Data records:
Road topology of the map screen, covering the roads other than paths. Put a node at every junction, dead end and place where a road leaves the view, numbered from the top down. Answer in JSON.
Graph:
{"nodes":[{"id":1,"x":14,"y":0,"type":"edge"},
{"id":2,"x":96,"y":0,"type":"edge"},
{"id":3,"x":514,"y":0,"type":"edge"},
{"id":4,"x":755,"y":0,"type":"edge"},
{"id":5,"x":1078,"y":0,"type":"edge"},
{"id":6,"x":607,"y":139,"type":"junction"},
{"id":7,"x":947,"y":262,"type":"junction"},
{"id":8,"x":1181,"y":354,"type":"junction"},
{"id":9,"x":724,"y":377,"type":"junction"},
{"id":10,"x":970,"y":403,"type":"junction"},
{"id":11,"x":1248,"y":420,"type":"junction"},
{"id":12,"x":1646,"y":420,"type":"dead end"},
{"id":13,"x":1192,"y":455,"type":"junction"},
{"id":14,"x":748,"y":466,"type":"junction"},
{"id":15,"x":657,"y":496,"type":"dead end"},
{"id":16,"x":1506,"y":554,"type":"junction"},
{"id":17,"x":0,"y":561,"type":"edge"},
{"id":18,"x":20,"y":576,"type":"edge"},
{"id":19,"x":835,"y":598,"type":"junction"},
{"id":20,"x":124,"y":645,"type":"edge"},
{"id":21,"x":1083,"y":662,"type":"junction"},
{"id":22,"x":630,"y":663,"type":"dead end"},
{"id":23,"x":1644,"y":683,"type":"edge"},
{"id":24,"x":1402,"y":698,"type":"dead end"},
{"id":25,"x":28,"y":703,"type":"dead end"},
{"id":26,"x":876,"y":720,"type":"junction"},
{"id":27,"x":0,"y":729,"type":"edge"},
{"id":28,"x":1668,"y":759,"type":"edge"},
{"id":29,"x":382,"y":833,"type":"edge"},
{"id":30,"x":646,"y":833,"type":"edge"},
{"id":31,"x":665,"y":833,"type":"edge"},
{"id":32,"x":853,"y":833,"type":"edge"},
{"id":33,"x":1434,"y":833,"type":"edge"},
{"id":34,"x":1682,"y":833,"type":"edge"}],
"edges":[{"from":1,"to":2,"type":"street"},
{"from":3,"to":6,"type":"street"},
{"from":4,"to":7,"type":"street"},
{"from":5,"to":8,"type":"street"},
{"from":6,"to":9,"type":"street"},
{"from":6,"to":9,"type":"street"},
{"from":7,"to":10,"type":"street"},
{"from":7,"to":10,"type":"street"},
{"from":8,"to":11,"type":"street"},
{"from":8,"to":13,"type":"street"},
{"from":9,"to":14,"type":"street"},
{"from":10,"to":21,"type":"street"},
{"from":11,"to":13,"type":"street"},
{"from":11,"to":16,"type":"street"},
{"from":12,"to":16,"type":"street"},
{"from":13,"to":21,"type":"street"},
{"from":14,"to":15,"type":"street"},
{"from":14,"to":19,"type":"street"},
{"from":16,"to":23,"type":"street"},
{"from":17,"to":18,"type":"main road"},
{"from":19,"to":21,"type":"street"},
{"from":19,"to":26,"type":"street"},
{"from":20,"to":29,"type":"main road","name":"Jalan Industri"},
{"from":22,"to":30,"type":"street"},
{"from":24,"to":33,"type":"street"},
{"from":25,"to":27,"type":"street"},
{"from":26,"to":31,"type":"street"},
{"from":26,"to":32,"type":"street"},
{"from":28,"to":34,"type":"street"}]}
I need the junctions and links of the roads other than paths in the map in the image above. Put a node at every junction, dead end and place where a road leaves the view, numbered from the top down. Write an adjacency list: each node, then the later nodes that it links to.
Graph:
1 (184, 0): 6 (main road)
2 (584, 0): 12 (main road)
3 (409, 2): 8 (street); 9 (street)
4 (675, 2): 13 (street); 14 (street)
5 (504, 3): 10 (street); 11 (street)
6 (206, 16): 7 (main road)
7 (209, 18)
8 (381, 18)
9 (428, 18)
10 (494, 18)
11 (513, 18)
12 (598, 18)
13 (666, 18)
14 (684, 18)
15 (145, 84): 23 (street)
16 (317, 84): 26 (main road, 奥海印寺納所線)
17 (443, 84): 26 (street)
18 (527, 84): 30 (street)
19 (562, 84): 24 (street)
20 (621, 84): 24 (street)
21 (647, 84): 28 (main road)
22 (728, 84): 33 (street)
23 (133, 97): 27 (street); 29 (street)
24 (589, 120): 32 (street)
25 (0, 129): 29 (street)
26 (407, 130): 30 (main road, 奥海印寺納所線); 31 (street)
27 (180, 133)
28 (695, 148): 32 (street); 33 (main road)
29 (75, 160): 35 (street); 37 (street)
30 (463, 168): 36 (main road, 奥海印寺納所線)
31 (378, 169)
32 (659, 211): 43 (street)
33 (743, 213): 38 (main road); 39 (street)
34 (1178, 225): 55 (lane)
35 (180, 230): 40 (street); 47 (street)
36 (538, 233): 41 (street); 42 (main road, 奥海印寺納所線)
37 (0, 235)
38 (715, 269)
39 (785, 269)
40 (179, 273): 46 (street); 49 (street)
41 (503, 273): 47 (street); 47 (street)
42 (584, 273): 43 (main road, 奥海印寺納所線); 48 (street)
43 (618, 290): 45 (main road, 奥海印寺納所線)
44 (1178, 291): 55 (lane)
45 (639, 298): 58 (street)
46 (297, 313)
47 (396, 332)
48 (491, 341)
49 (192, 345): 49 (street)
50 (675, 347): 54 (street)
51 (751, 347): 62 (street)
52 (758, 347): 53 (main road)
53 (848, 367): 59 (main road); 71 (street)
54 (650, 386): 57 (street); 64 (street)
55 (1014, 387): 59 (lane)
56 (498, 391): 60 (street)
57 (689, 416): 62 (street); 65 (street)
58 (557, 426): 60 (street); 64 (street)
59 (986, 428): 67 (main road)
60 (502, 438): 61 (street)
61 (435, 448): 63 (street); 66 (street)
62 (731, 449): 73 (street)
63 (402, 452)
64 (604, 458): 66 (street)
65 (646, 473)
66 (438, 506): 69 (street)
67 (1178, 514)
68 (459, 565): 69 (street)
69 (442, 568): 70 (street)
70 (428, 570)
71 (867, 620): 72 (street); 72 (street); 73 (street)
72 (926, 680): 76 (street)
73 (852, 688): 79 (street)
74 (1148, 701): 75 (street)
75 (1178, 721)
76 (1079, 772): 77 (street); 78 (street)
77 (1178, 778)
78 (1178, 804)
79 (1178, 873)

...

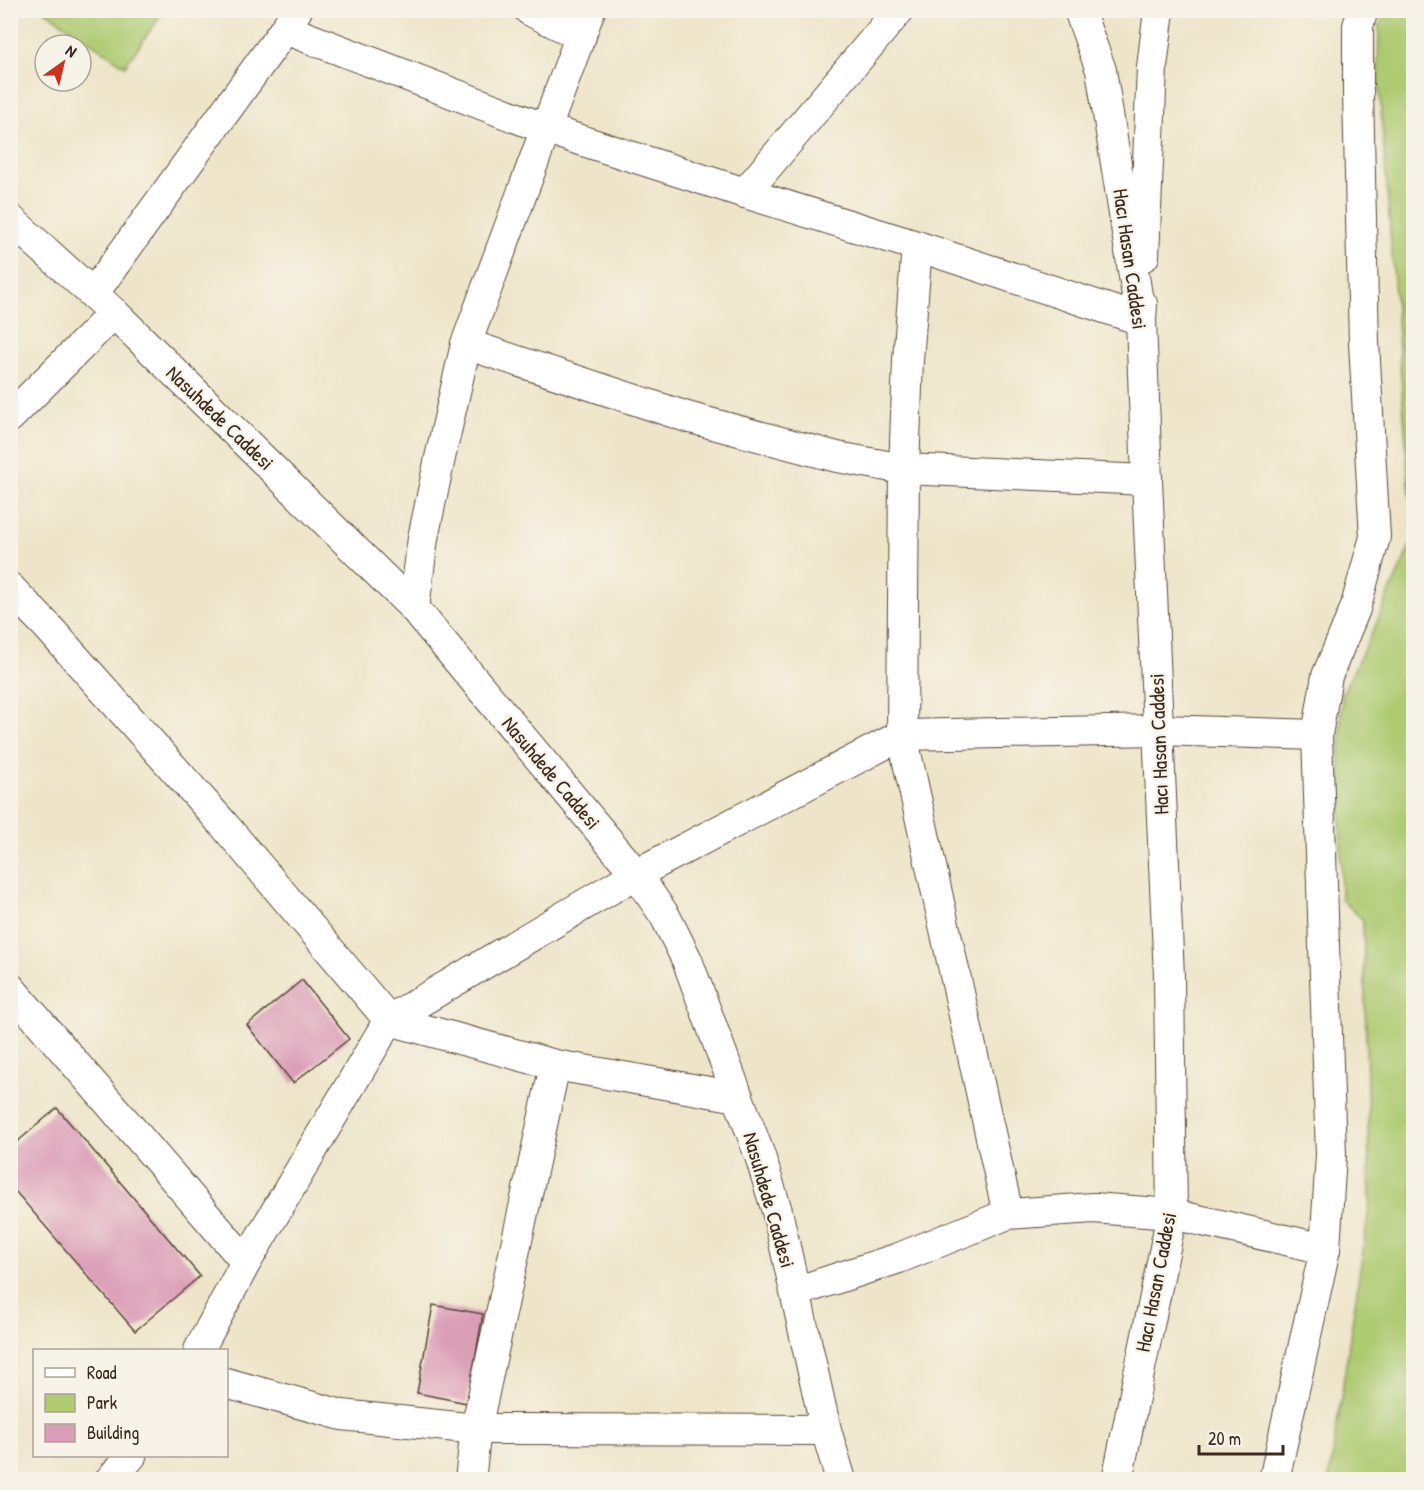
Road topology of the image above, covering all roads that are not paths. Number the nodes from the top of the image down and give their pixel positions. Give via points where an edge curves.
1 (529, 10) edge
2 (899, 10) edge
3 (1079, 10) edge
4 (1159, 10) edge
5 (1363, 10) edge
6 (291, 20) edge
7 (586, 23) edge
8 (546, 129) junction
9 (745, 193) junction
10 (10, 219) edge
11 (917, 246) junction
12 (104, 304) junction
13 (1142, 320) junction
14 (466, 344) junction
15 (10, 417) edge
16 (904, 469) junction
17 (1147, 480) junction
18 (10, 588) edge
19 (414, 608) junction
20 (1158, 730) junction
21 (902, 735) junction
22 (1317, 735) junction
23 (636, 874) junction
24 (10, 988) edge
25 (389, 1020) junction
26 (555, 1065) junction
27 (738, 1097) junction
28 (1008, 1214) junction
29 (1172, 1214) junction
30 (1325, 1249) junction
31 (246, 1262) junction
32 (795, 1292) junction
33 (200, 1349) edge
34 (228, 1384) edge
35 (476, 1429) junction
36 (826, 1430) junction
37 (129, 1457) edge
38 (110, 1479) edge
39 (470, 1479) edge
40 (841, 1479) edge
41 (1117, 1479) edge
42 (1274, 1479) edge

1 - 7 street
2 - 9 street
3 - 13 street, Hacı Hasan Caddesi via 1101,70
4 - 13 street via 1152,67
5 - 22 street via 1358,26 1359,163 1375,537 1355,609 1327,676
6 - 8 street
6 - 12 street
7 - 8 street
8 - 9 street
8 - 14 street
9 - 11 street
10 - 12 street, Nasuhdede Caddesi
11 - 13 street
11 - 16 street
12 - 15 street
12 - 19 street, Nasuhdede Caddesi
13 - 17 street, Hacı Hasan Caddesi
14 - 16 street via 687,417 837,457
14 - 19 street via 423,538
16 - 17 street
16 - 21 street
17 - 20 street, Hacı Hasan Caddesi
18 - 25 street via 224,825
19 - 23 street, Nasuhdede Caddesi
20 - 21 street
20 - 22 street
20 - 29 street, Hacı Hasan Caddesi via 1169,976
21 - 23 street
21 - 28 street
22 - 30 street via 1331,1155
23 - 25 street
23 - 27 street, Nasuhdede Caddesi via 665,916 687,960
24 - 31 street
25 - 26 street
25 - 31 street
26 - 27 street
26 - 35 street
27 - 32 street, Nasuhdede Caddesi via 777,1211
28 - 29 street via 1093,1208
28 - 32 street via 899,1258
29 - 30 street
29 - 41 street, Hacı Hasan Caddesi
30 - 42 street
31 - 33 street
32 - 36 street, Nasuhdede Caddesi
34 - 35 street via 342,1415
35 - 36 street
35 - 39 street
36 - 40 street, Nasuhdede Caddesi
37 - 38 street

==

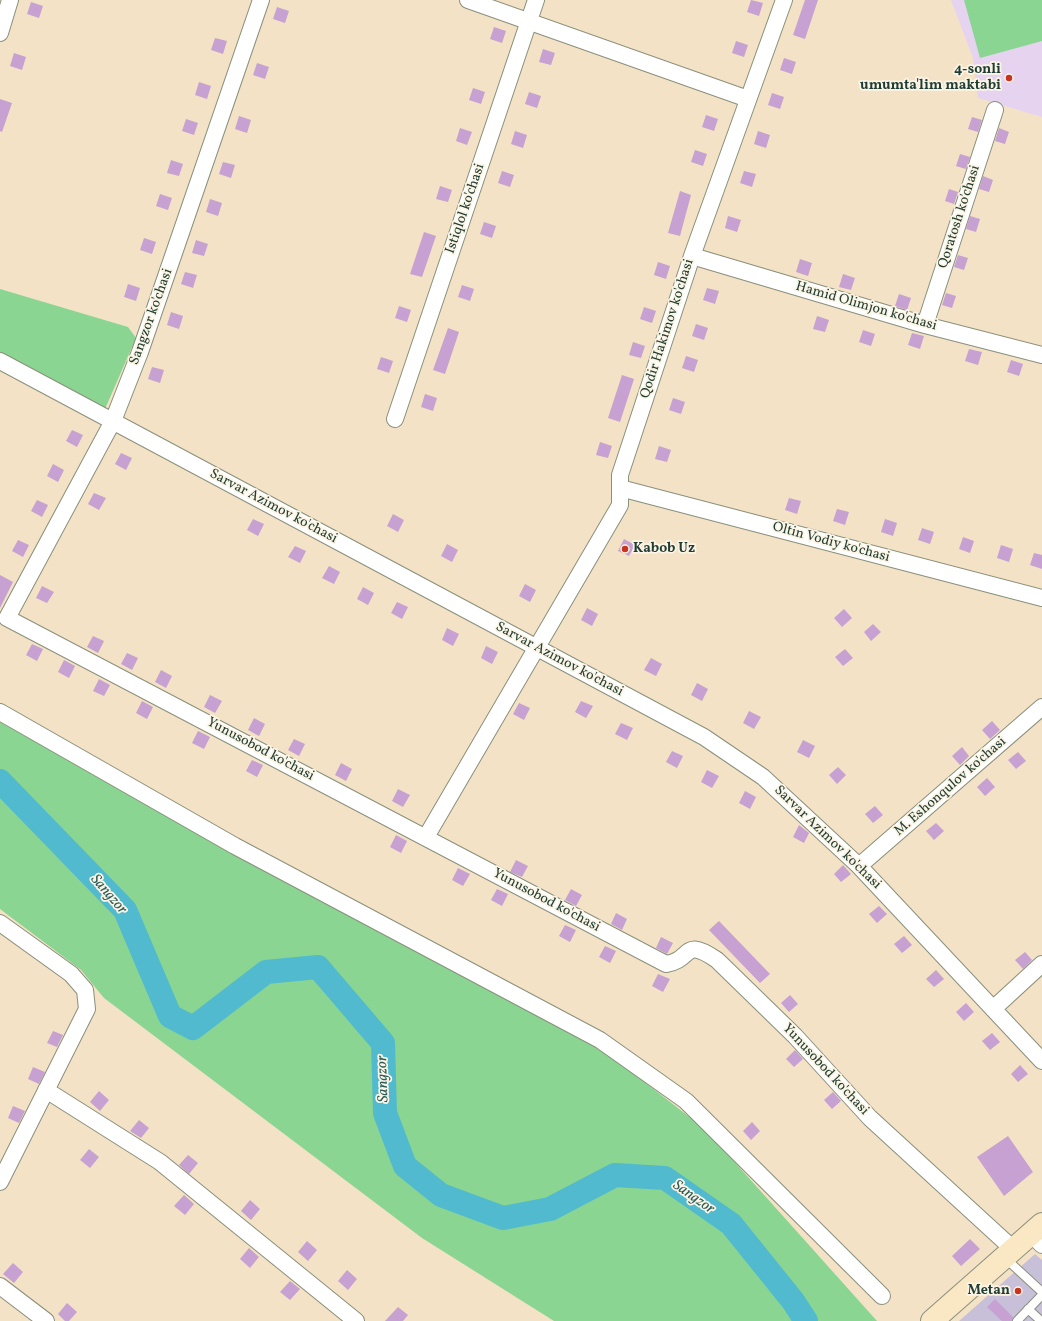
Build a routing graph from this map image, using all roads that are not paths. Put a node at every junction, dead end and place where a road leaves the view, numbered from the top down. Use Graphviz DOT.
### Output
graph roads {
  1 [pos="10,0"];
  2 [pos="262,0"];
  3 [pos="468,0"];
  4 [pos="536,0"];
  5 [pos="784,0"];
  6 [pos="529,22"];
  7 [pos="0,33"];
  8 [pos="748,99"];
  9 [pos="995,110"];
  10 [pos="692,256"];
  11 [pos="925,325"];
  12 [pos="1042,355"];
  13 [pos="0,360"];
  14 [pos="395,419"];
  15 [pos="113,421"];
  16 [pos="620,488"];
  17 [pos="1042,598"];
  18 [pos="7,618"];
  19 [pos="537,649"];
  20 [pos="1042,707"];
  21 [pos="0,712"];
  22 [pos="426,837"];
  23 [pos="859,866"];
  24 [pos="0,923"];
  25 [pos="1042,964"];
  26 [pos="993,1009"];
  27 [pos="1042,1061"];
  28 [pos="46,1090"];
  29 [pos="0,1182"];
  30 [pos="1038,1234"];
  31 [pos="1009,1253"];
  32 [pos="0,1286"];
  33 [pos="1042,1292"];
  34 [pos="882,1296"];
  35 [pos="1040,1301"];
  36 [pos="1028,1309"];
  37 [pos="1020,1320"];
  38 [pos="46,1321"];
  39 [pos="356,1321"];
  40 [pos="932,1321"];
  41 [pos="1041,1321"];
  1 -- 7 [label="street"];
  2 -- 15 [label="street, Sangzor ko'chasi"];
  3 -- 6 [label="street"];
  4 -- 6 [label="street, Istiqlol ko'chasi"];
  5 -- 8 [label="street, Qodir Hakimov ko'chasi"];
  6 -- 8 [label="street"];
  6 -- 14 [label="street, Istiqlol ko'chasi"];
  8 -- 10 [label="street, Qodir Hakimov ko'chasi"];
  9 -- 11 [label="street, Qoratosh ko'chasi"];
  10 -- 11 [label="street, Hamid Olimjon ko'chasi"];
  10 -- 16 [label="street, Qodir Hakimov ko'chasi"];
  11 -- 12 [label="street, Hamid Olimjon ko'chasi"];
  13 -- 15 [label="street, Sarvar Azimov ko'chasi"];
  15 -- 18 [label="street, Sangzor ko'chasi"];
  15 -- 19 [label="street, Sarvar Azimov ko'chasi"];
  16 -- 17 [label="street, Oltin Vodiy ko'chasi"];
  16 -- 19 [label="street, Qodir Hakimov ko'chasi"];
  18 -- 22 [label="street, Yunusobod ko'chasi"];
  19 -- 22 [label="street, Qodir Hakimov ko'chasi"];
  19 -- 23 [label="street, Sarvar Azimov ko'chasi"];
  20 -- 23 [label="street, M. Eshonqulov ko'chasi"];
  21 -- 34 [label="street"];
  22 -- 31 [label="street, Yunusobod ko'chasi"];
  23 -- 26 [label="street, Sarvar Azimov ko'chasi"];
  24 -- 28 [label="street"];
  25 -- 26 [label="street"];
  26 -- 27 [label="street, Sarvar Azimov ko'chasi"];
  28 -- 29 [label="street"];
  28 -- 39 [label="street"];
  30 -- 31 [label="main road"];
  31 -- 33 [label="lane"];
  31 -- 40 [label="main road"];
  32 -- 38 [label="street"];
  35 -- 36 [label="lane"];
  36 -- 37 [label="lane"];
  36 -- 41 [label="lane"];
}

What you should do: Counting the lines above that hold "Hakimov", reply with the number and no other words.

Answer section: 5